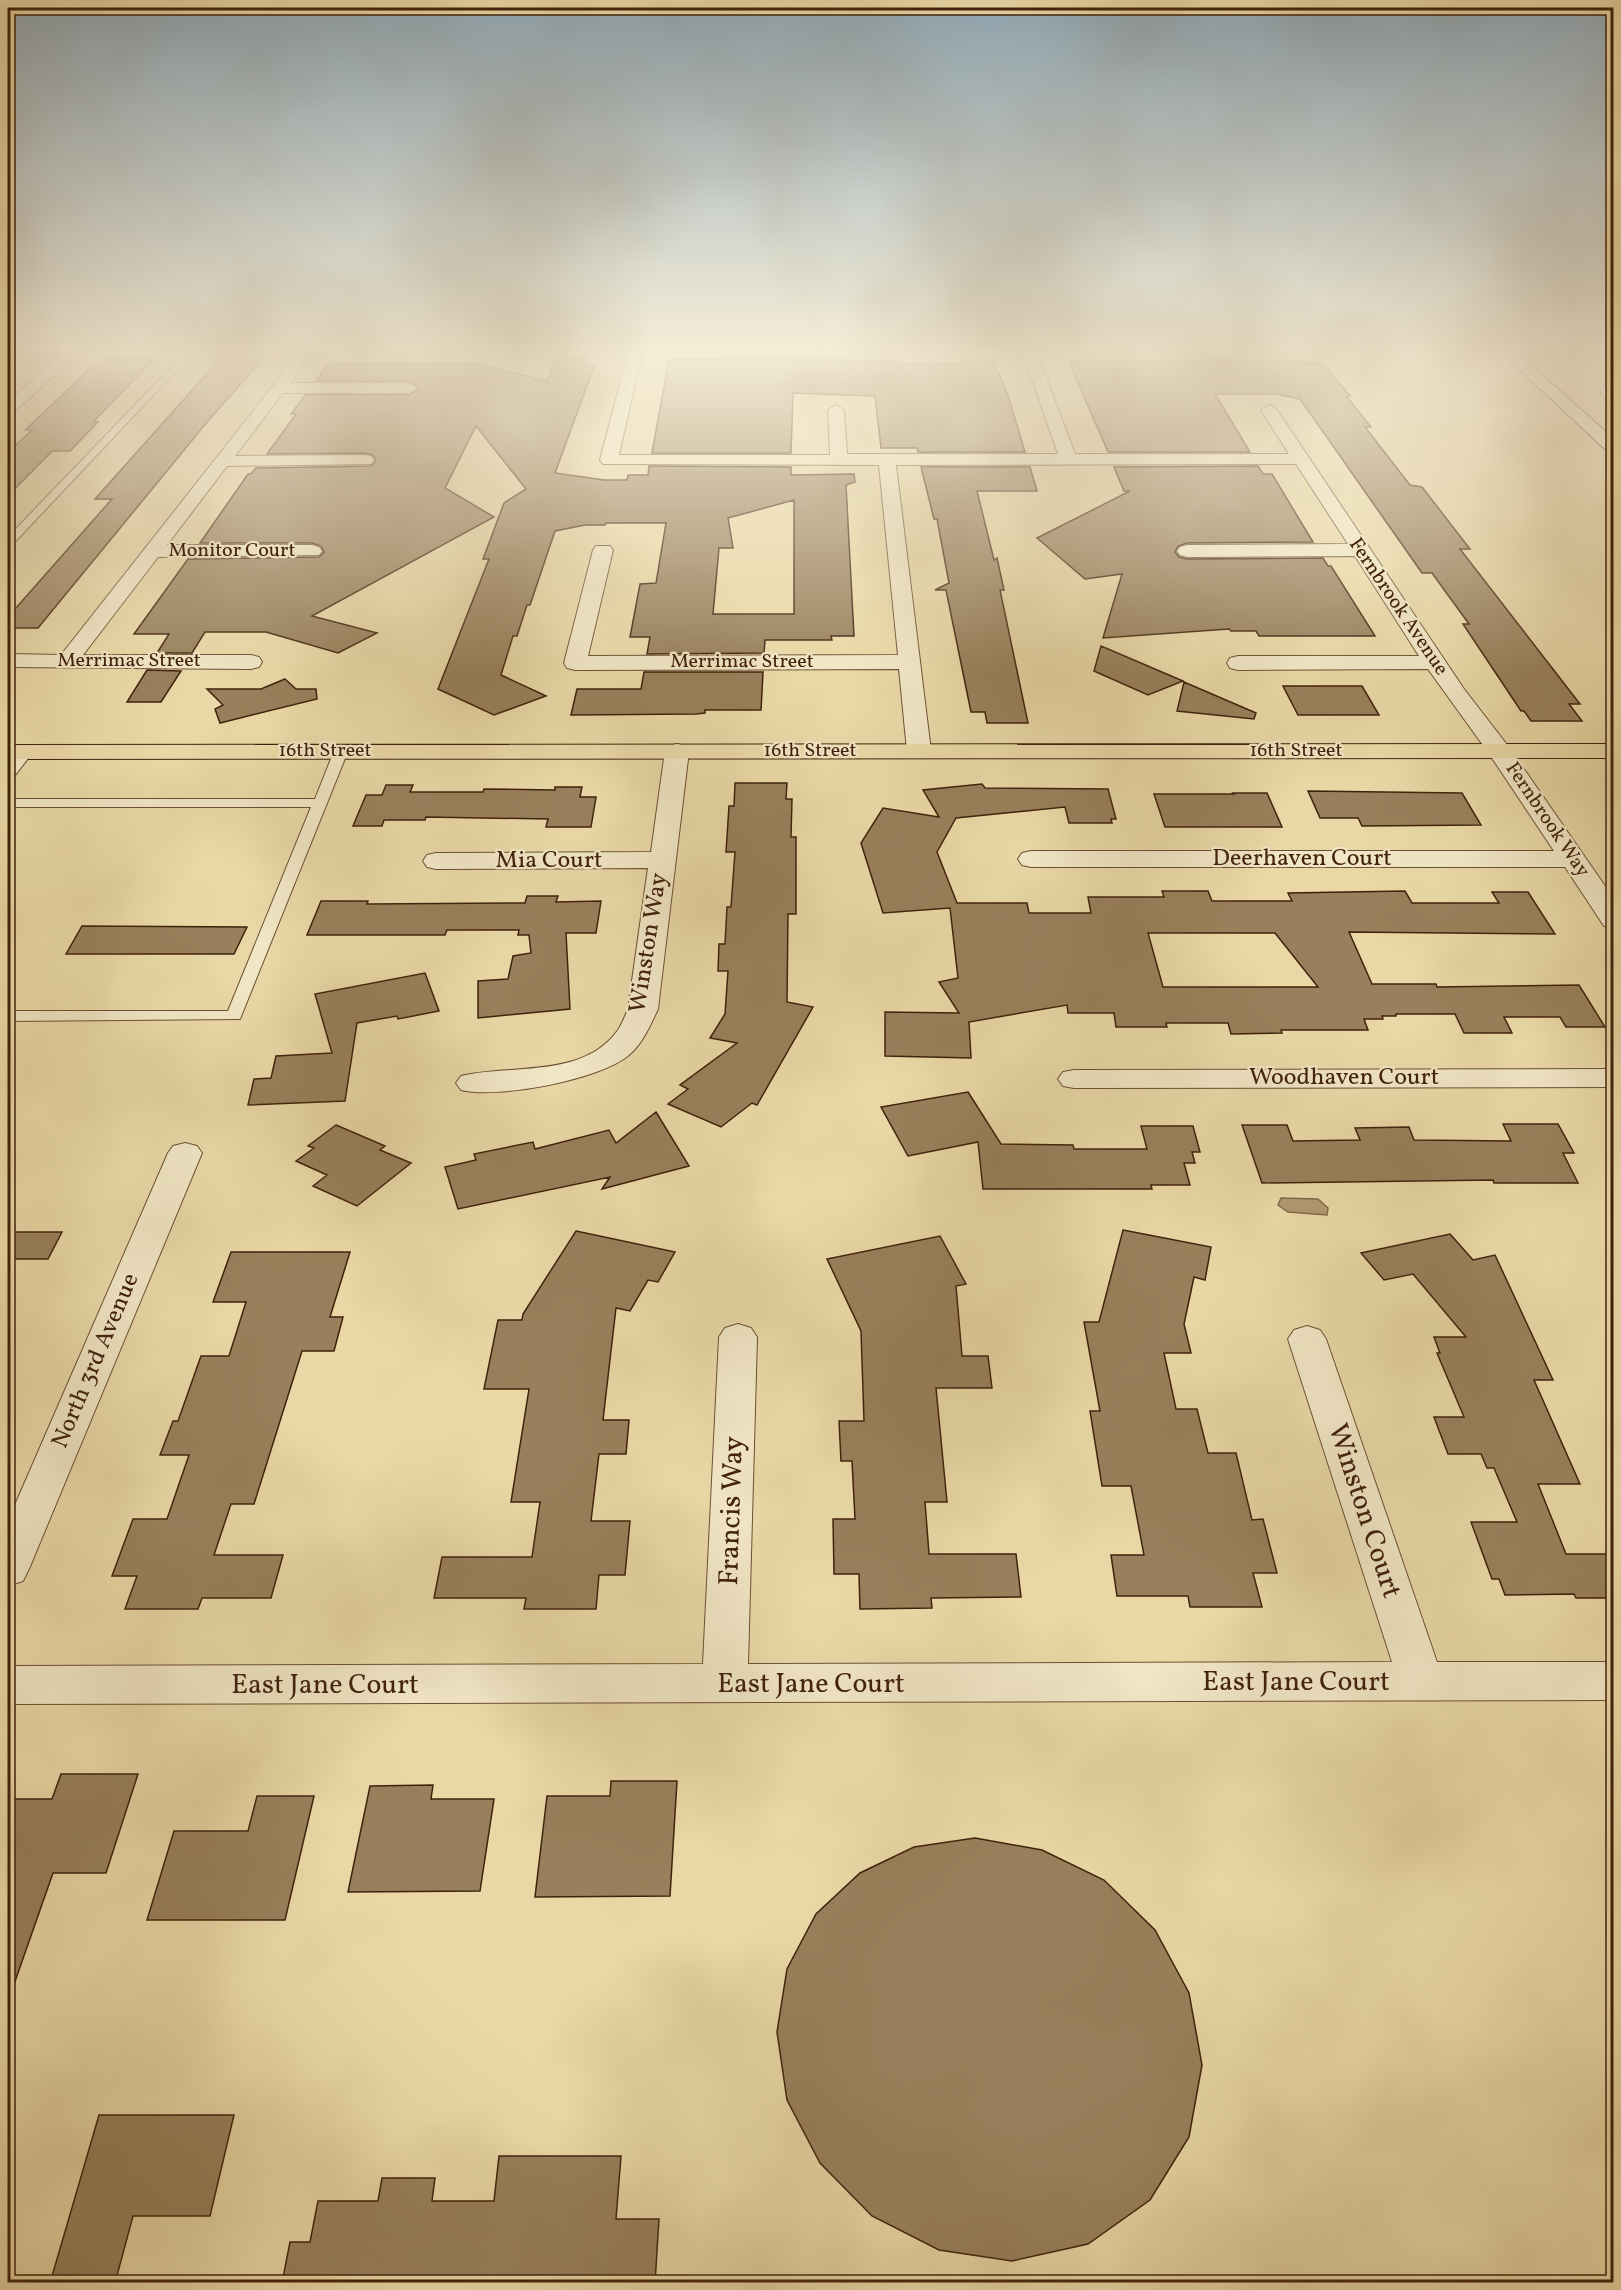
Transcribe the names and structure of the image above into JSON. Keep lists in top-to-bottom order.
{
  "streets": {
    "main road": ["16th Street"],
    "street": [
      "Monitor Court",
      "Fernbrook Avenue",
      "Merrimac Street",
      "Fernbrook Way",
      "Deerhaven Court",
      "Mia Court",
      "Winston Way",
      "Woodhaven Court",
      "North 3rd Avenue",
      "Francis Way",
      "Winston Court",
      "East Jane Court"
    ]
  },
  "crossings": [
    ["Fernbrook Avenue", "16th Street"],
    ["Fernbrook Avenue", "Fernbrook Way"],
    ["16th Street", "Fernbrook Way"],
    ["16th Street", "Winston Way"],
    ["Fernbrook Way", "Deerhaven Court"],
    ["Mia Court", "Winston Way"],
    ["Francis Way", "East Jane Court"],
    ["Winston Court", "East Jane Court"]
  ]
}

◆ **Exercise requirements**: Look through the data above. Find each line with the string "Winston" and copy it.

◆ **Output**:
      "Winston Way",
      "Winston Court",
    ["16th Street", "Winston Way"],
    ["Mia Court", "Winston Way"],
    ["Winston Court", "East Jane Court"]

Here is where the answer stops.